2. Apply for long stay visitor, with intention to improve french to the point where i can transfer to a french uni to continue my studies.
3. Apply for a student visa to finish my degree there.

Is this crazy? Will my visa hopping cause problems? Is there anything i could do better or should consider? I've been quoted 950 euros by an agent in France to guide me through the process, and haven't managed to find any others who will reply to me. So if anyone has any recommendations i would be grateful.

Merci beaucoup!
 

·
Administrator
Joined
·
53,142 Posts
First of all, forget about the "visa agent." French bureaucracy doesn't work that way - and to be honest about it, if you go through an agent, there could well be some "suspicion" that you're doing so because you have some skeleton in your closet you're trying to hide.

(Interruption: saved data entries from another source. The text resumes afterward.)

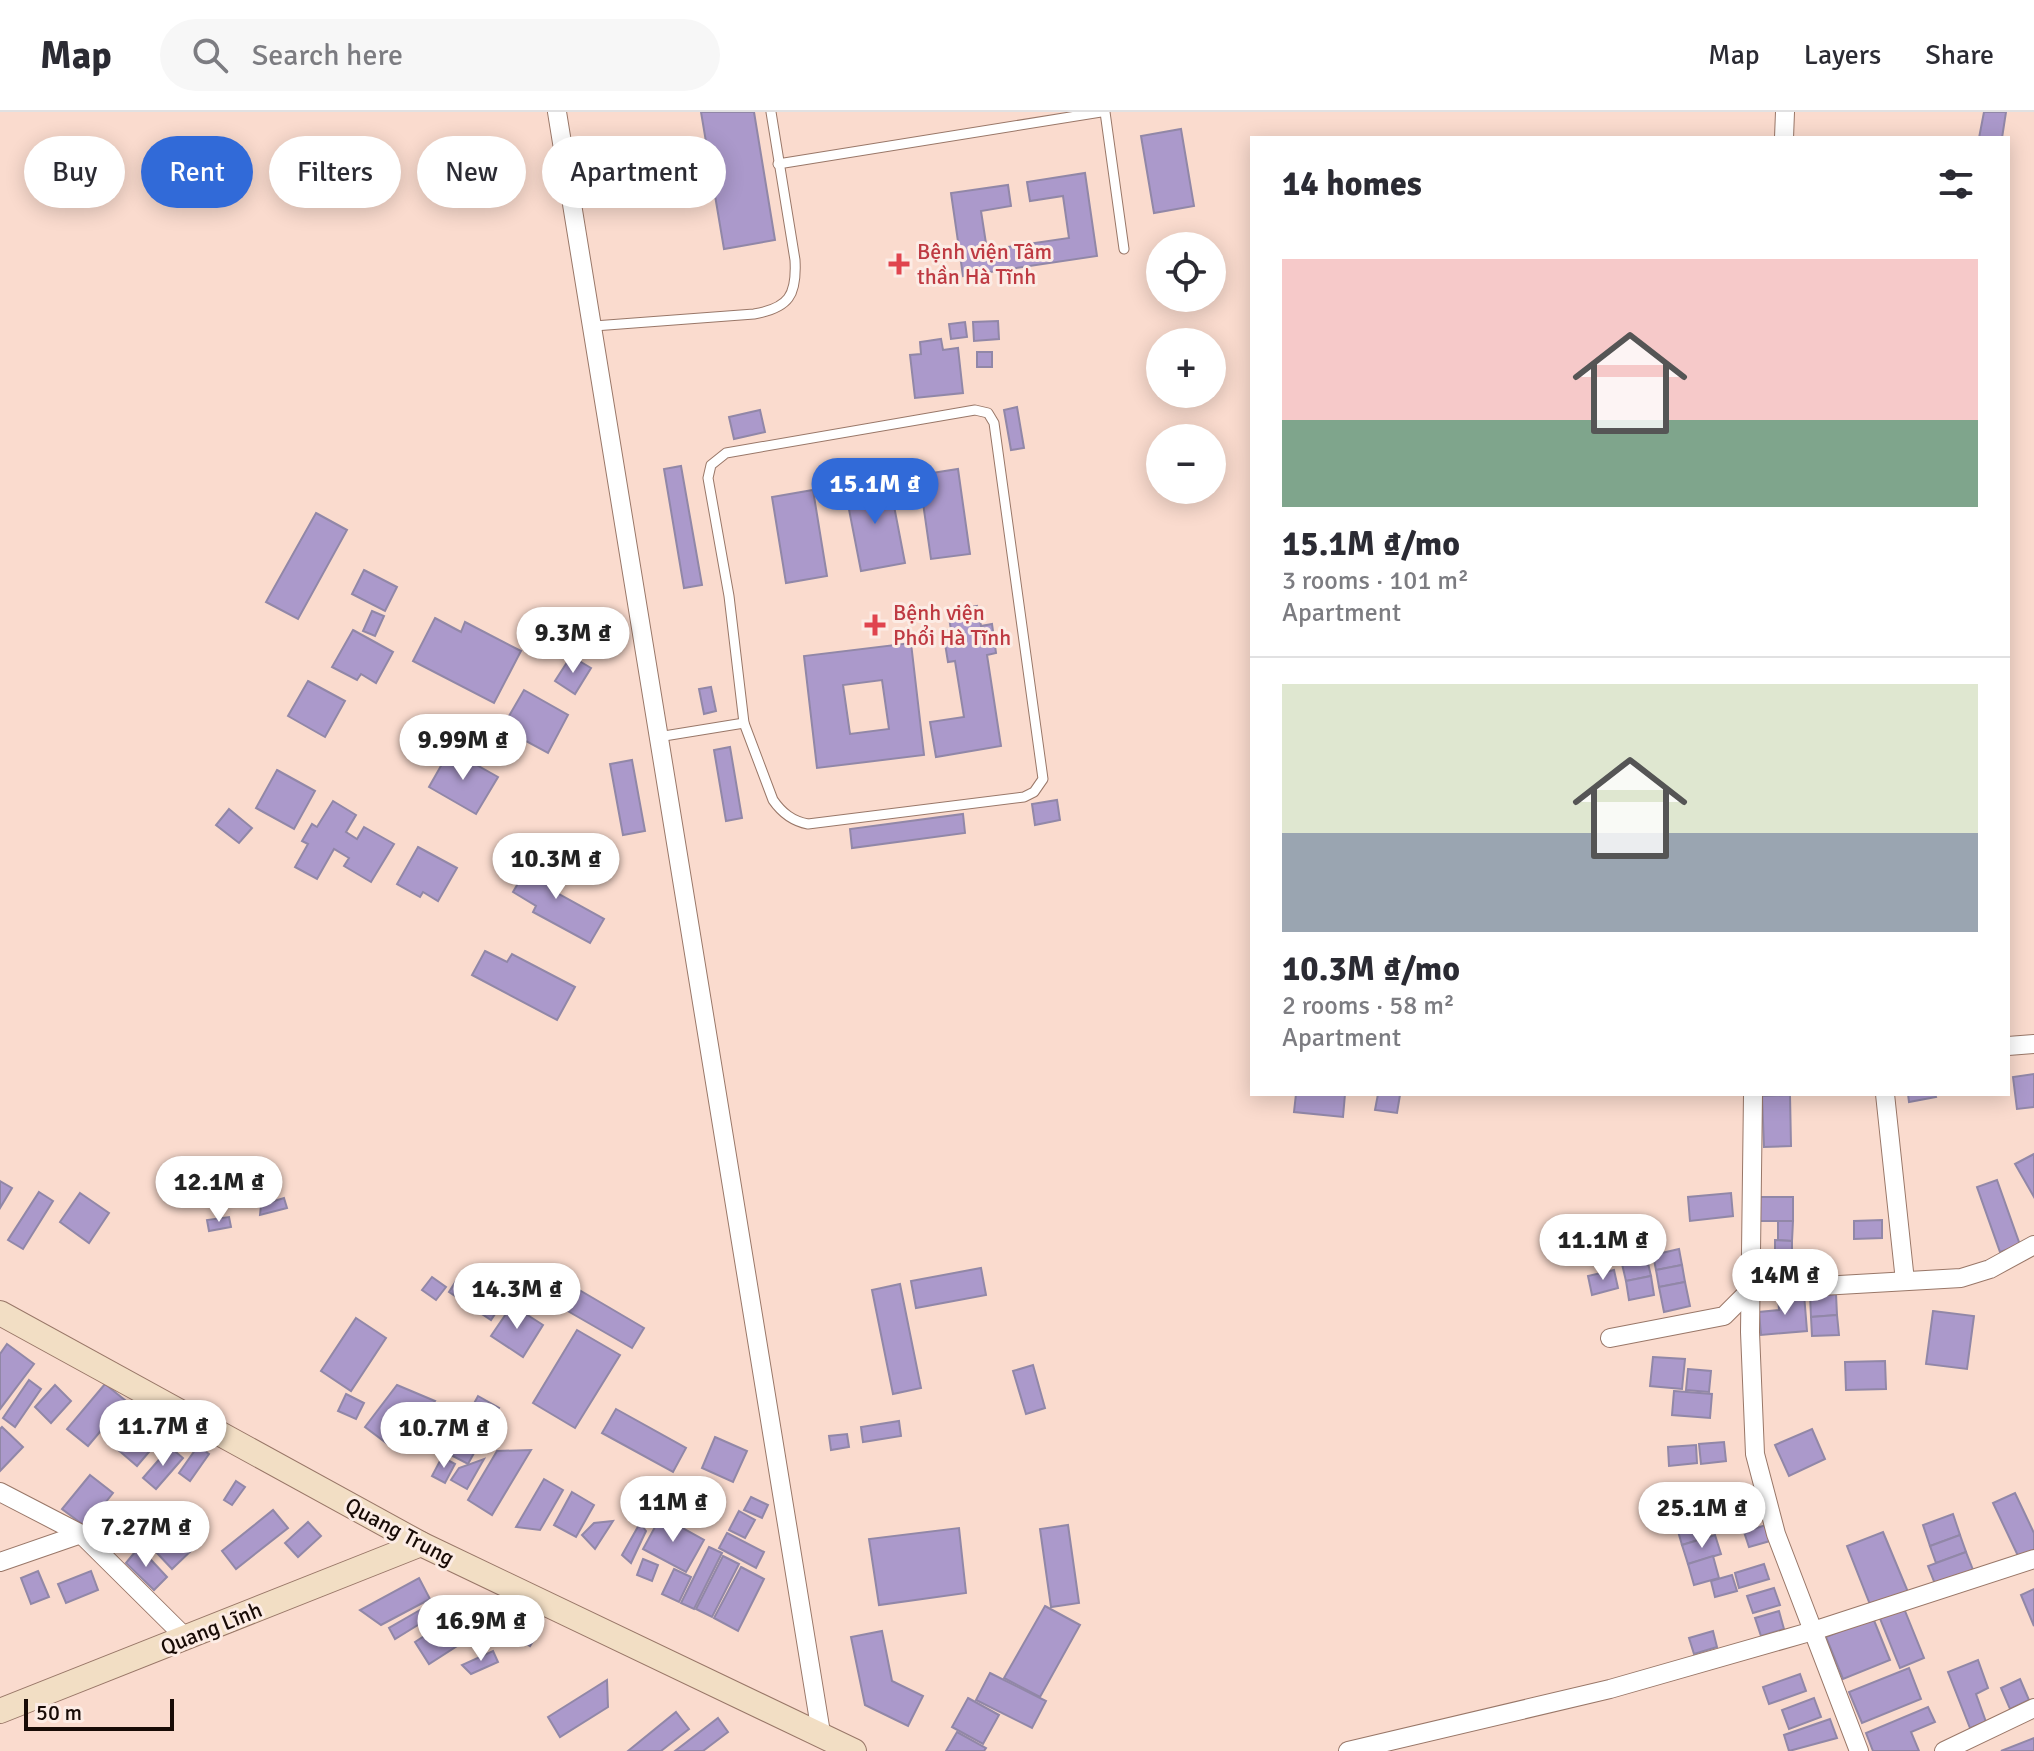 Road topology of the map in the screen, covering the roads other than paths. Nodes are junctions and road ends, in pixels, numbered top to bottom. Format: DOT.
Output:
graph roads {
  1 [pos="557,112"];
  2 [pos="771,112"];
  3 [pos="1103,112"];
  4 [pos="1785,112"];
  5 [pos="1784,136"];
  6 [pos="778,164"];
  7 [pos="1124,249"];
  8 [pos="594,326"];
  9 [pos="744,723"];
  10 [pos="658,737"];
  11 [pos="2034,1044"];
  12 [pos="2010,1046"];
  13 [pos="1753,1096"];
  14 [pos="1885,1096"];
  15 [pos="2034,1245"];
  16 [pos="1905,1281"];
  17 [pos="1750,1290"];
  18 [pos="0,1313"];
  19 [pos="1610,1338"];
  20 [pos="0,1492"];
  21 [pos="81,1534"];
  22 [pos="421,1544"];
  23 [pos="2034,1559"];
  24 [pos="0,1562"];
  25 [pos="1813,1631"];
  26 [pos="186,1638"];
  27 [pos="2034,1708"];
  28 [pos="0,1711"];
  29 [pos="821,1733"];
  30 [pos="854,1751"];
  31 [pos="1348,1751"];
  32 [pos="1859,1751"];
  33 [pos="1944,1751"];
  1 -- 8 [label="street"];
  2 -- 6 [label="lane"];
  3 -- 6 [label="lane"];
  3 -- 7 [label="lane"];
  4 -- 5 [label="street"];
  6 -- 8 [label="lane"];
  8 -- 10 [label="street"];
  9 -- 9 [label="lane"];
  9 -- 10 [label="lane"];
  10 -- 29 [label="street"];
  11 -- 12 [label="street"];
  13 -- 17 [label="street"];
  14 -- 16 [label="street"];
  15 -- 16 [label="street"];
  16 -- 17 [label="street"];
  17 -- 19 [label="street"];
  17 -- 25 [label="street"];
  18 -- 22 [label="main road, Quang Trung"];
  20 -- 21 [label="street"];
  21 -- 24 [label="street"];
  21 -- 26 [label="street"];
  22 -- 26 [label="main road, Quang Lĩnh"];
  22 -- 29 [label="main road, Quang Trung"];
  23 -- 25 [label="street"];
  25 -- 31 [label="street"];
  25 -- 32 [label="street"];
  26 -- 28 [label="main road, Quang Lĩnh"];
  27 -- 33 [label="street"];
  29 -- 30 [label="main road, Quang Trung"];
}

Second thing is that if you go on a Schengen visa, you will have to return home in order to apply for a long stay visa of any sort. Skip the preliminaries and just get your long stay visa up front.

The "trick" is to find out whether you can change your status without having to go back home and re-apply for a new visa. There is no problem changing from just about any long-stay visa to a spouse visa (assuming things go well with your girlfriend). But a visitor visa to a student visa may be a bit more problematic - and in fact, there is no prohibition on studying while on a visitor visa. (The main advantage of a student visa is that the financial resources requirement is somewhat lower than for a visitor visa and there is a provision to work part time for "spending money.")

Or go on a student visa - to study French, for example. It should be possible to renew a student visa (actually, the resident permit) as long as you can stay enrolled in an acceptable academic program. At the end of it all, you can transfer to a work visa if you can find suitable employment in your field of study. Or you marry the girlfriend and go the spouse visa route.
Cheers,
Bev
 

·
Registered
Joined
·
7 Posts
Discussion Starter · #3 ·
Thanks for your help Bev!

For the agent, i guess i'm just paranoid about missing something. Also i'm used to US immigration, where it's beneficial to have someone who's seen what causes applications to encounter problems.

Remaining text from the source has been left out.